Can’t Ignore It

   Public support for men’s mental health has become a term surrounded by stigma. Junior Logan Biles has been an advocate for men’s mental health. He believes that women get more attention when speaking about mental health. 

   “The stigma around men’s mental health as compared to women’s is that men are inherently seen as the stable, grounded members of society,” Biles said. “They think logically rather than emotionally and that has created an uncomfortable environment when it comes to men seeking help.”

   Licensed counselor at Acceptance Counseling Alison Gragson believes the phrase “Toxic Masculinity” has a negative view on how men are perceived.

   “Society has for a long time come from a lot of hardship and I think there are a lot of societal norms of what a man is supposed to be and act like,” Gragson said. “…I think that we are turning a corner and trying to get all of this to normalize the other thousands of emotions human beings experience for men–especially that it is okay to cry, it is okay to be sad, it is okay to be afraid [and] to be worried–It is okay to be these things and still be strong and be brave.”

   Freshman Reznik Crawford has battled with his mental health since sixth grade. Two years ago, Crawford lost his close friend, Jake Johnston, to suicide and believes it was a turning point in not only Crawford’s life, but the community around him.

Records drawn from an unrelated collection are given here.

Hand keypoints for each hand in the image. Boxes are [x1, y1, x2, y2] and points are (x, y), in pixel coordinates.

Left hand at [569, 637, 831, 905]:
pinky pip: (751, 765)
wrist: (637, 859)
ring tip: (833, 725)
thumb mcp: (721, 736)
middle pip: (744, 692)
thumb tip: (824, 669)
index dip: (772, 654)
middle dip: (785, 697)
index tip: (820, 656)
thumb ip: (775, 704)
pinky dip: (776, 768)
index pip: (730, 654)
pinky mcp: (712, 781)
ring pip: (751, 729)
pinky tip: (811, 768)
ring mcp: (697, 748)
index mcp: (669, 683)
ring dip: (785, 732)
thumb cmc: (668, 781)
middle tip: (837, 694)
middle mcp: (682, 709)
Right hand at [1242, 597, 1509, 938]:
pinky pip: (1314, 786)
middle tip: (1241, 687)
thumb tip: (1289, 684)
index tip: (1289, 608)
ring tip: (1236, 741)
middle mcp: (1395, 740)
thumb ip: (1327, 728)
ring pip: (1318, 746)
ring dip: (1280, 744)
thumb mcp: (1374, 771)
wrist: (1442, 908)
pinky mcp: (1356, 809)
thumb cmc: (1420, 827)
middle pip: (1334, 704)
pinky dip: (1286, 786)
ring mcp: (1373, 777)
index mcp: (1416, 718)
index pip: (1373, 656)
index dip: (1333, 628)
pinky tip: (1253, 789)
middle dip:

   “Whenever [Johnston] died, it was difficult on the whole school [Nixa Junior High] and you can see it on the students’ and teachers’ faces,” Crawford said. “The whole school was quiet, everything felt different.” 

   The non-profit organization 4Jake was created in Johnston’s honor and made to bring light to students’ mental health. While many students felt fortunate for that organization, Crawford wishes that school could be a more trusting place for students.

   “School could be an escape from my life,” Crawford said. “If they acknowledged the fact that the kids in the school are affected by their mental health, then school could be a place for people to actually enjoy and not dread.”

   When finding ways to cope with stress, one’s surroundings can be a major factor.

   “I try to help myself by being by myself,” Crawford said. “I have attended counseling for about two years, I work out in my room [and when] I get to go to Canada and go snow skiing, I can be by myself and enjoy the cold.”

   Gragson understands how men also suffer through their own mental health struggles which can go unnoticed because of the pictures society has painted around men and weakness.

   “Support is there for [men, although] maybe they sometimes might feel less support with their guy friends because of that concept of how we are teaching what masculinity is,” Gragson said. “I imagine it doesn’t feel as welcoming for men due to the fact that they are so normalized to keep things inside or to not talk about it, to where men receive less support because they feel like they will be judged by it.” 

   Regardless of the possible stigma, Biles has found resources that have helped him and hopes they will help other men who may be struggling.

   “I just think that like me, many are too afraid to reach out and seek help,” Biles said. “So creating an environment where people feel safe to do so is very important. These resources have included friends and even some teachers that I have found comfort in talking to. And I just think in general, people need to be more accepting and receptive to cries for help so that that person can get access to those resources they need.”

   Gragson hopes that young people can reach out and find those friends or groups that they can turn to so they can get the help they need.

   “I encourage everyone to start looking at their mental health like how they look at their physical health,” Gragson said. “It is really about taking care of yourself and your brain is a part of that.”